Now I doubt I could truly pick up and buy a farm and run it. I could probably learn much of what is involved. I imagine I could manage chickens and even a few goats and pigs. But I don't think I could stomach raising cattle to be slaughtered. I also don't think I could raise crops past a small garden. And as fun as driving a tractor is, I'm not mechanically inclined. So most of the machinery required to run a farm would need to be maintained by someone else.

I imagine this fantasy of being a farmer is like many things in my life. The reality of it would quickly sink in if I actually did it. Playing at being a farmer is one thing. Doing it every day for the rest of your life is another.

Part of it too is the reality of aging. I'm active now. But I've noticed the slowing down. I sit on the floor playing with my kids or dog and I don't just spring up off the floor. So the thought of lifting hay bales and working in a field when I'm 70 or so starts to get dicey.
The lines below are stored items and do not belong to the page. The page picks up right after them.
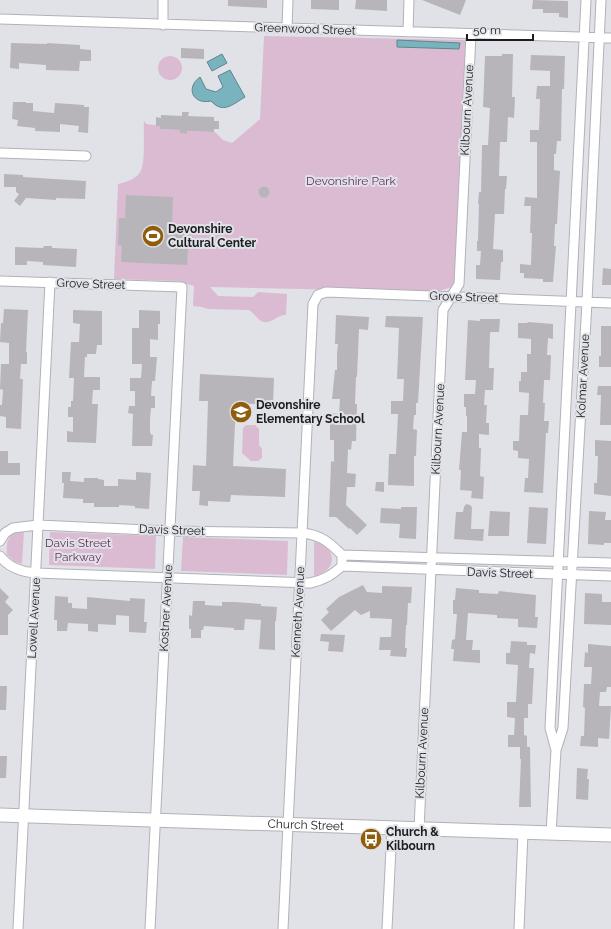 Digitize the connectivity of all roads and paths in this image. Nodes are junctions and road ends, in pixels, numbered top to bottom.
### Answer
1 (163, 0) edge
2 (288, 0) edge
3 (409, 0) edge
4 (586, 0) edge
5 (601, 0) edge
6 (0, 19) edge
7 (163, 24) junction
8 (287, 28) junction
9 (408, 32) junction
10 (471, 34) junction
11 (584, 37) junction
12 (600, 38) junction
13 (611, 38) edge
14 (0, 153) edge
15 (86, 156) dead end
16 (0, 281) edge
17 (50, 282) junction
18 (182, 286) joint
19 (318, 295) joint
20 (451, 297) junction
21 (571, 301) junction
22 (587, 302) junction
23 (611, 303) edge
24 (38, 525) junction
25 (170, 530) junction
26 (302, 533) junction
27 (0, 541) edge
28 (342, 555) junction
29 (0, 556) edge
30 (432, 558) junction
31 (558, 561) junction
32 (572, 562) junction
33 (611, 563) edge
34 (342, 566) junction
35 (431, 570) junction
36 (36, 573) junction
37 (557, 575) junction
38 (571, 575) junction
39 (611, 576) edge
40 (167, 578) junction
41 (300, 582) junction
42 (556, 750) junction
43 (0, 814) edge
44 (24, 815) junction
45 (156, 820) junction
46 (288, 824) junction
47 (392, 828) junction
48 (419, 829) junction
49 (524, 832) junction
50 (551, 833) junction
51 (611, 835) edge
52 (18, 929) edge
53 (150, 929) edge
54 (282, 929) edge
55 (387, 929) edge
56 (519, 929) edge

1 - 7 street
2 - 8 street
3 - 9 street
4 - 11 street, Kolmar Avenue
5 - 12 street, Kolmar Avenue
6 - 7 street, Greenwood Street
7 - 8 street, Greenwood Street
8 - 9 street, Greenwood Street
9 - 10 street, Greenwood Street
10 - 11 street, Greenwood Street
10 - 20 street, Kilbourn Avenue
11 - 12 street, Greenwood Street
11 - 21 street, Kolmar Avenue
12 - 13 street, Greenwood Street
12 - 22 street, Kolmar Avenue
14 - 15 street
16 - 17 street, Grove Street
17 - 18 street, Grove Street
17 - 24 street, Lowell Avenue
18 - 25 street, Kostner Avenue
19 - 20 street, Grove Street
19 - 26 street, Kenneth Avenue
20 - 21 street, Grove Street
20 - 30 street, Kilbourn Avenue
21 - 22 street, Grove Street
21 - 31 street, Kolmar Avenue
22 - 23 street, Grove Street
22 - 32 street, Kolmar Avenue
24 - 25 street, Davis Street
24 - 27 street, Davis Street
24 - 36 street, Lowell Avenue
25 - 26 street, Davis Street
25 - 40 street, Kostner Avenue
26 - 28 street, Davis Street
26 - 41 street, Kenneth Avenue
28 - 30 street, Davis Street
28 - 34 street
29 - 36 street
30 - 31 street, Davis Street
30 - 35 street, Kilbourn Avenue
31 - 32 street, Davis Street
31 - 37 street, Kolmar Avenue
32 - 33 street, Davis Street
32 - 38 street, Kolmar Avenue
34 - 35 street, Davis Street
34 - 41 street
35 - 37 street, Davis Street
35 - 48 street, Kilbourn Avenue
36 - 40 street
36 - 44 street, Lowell Avenue
37 - 38 street, Davis Street
37 - 42 street, Kolmar Avenue
38 - 39 street, Davis Street
38 - 42 street, Kolmar Avenue
40 - 41 street
40 - 45 street, Kostner Avenue
41 - 46 street, Kenneth Avenue
42 - 50 street, Kolmar Avenue
43 - 44 street, Church Street
44 - 45 street, Church Street
44 - 52 street, Lowell Avenue
45 - 46 street, Church Street
45 - 53 street, Kostner Avenue
46 - 47 street, Church Street
46 - 54 street, Kenneth Avenue
47 - 48 street, Church Street
47 - 55 street
48 - 49 street, Church Street
49 - 50 street, Church Street
49 - 56 street
50 - 51 street, Church Street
I do know I need to do something when I retire. I've just never really thought about it. I started working when I was 10 with a paper route. I also mowed lawns, weeded gardens and other odd jobs. I started part-time work in earnest when I was 16. At one point during college I was working two jobs for 64 hours a week and taking a full load of classes. The only time I've not worked is right after graduating from college. I was unemployed about a month. But then I got a temp gig that turned into full time employment. I've been working steady for 35 years.

In theory, I've got ten more years to work. My youngest child will be starting college by then. I'll be 69. My father died at age 76. My mother was 88. If I average out those, I might live until I'm 82. That gives me about 13 years before I die.

That's a cheery thought. I will have worked 45 years of my life and I'll have 13 years to think about it in retirement. And this assumes I'll hold onto my health and my mind. Maybe a farm isn't such a bad idea.

See how the dog that is my mind chases its own tail a great deal?